The prospect of artificial cells replacing malfunctioning cells inside the body holds great promise for propelling the medical field far into the future, and analogous to the technological transformation from walking or horses-and-buggies to cars and airplanes.

These synthetic cells can potentially be used for on-site production of various compounds necessary for the healthy body, such as insulin, as well as malfunctioning or non-existing proteins, which can combat some of the most devastating diseases known to man. Synthetic cells are therefore the state of the art targeted delivery systems.

In their article published in Advanced Healthcare Materials, scientists from Israel develop synthetic cells that function as autonomous systems for producing an anti-cancer protein inside the body.

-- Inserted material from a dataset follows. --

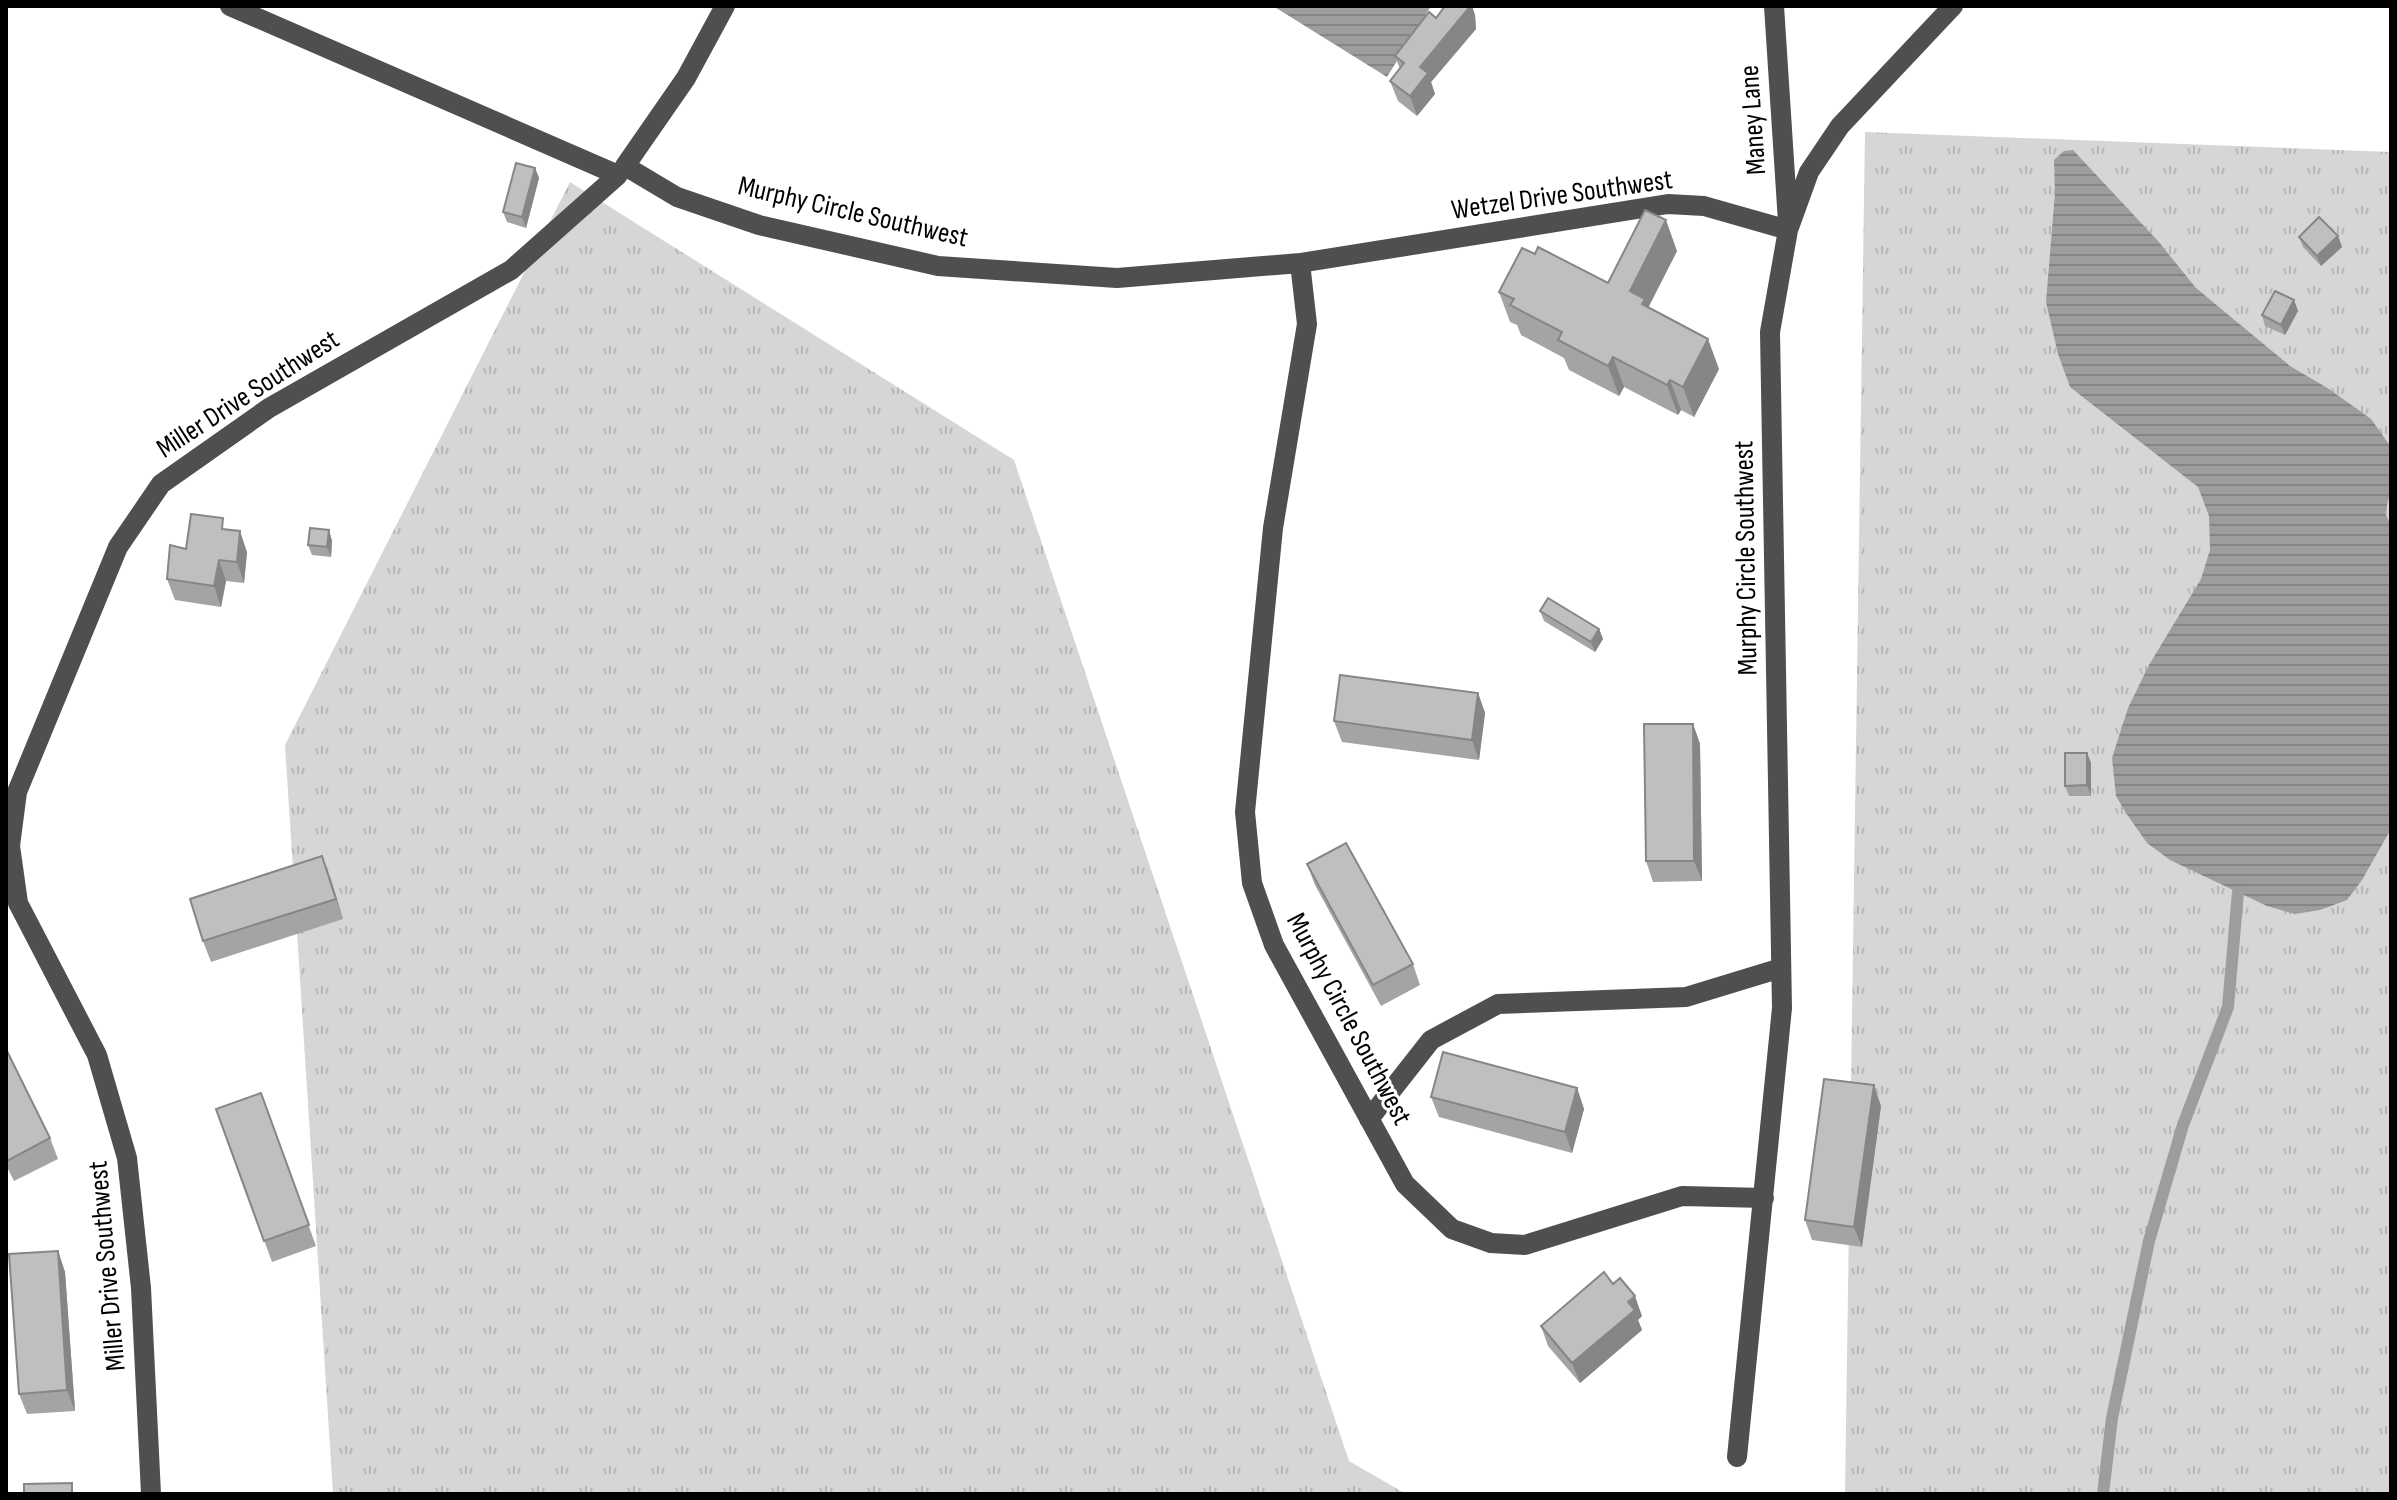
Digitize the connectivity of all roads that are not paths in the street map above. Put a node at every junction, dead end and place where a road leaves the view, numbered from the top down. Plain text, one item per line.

To form synthetic cells, an array of nanoscale molecular machines are incorporated into engineered vesicles, granting them the ability to transcribe an artificial DNA code into RNA, and subsequently translate the RNA into functional proteins. Once placed under artificial physiological conditions or implanted in tissue, the particles turned ‘on’ and began producing proteins autonomously. The membrane, surrounding the synthetic cells, is designed to allow amino acids and nutrients to cross freely, ensuring a constant supply of molecules that ‘power’ the machines within the synthetic cells.

Similarly to naturally-occurring cells, which vary in their size and structure depending on their biological function, synthetic cells can range from the nanometer to micrometer sizes.The autonomous protein production process was captured by the means of fluorescent microscopy (see Video); demonstrating that the process continued over several hours until the entire synthetic cell was filled with the newly synthesized protein.

To test the therapeutic potential, the particles were encoded to produce an anti-cancer protein, after being implanted in breast cancer tumors. As expected, the particles produced the biological drug in the tumors, eliciting massive cell death, with minimal damage to the surrounding healthy tissues.Alternative technologies may include natural cell-based therapies, which can elicit a therapeutic function inside a tissue. However, despite many advantages, natural cells will always remain limited within the boundaries of biological rules. Synthetic cells can exceed certain natural functions, such as producing only one protein at large amounts, or producing therapeutic proteins that are toxic to living cells.

Combining the disciplines of biology and engineering to address unmet medical needs makes synthetic cells attractive therapeutic platforms. Furthermore, synthetic cells also enable exploration of the origins-of-life and understanding the minimal requirement for cellular life to exist. The versatile characteristics of synthetic cells will allow tailoring biologics for the personalized needs of each patient.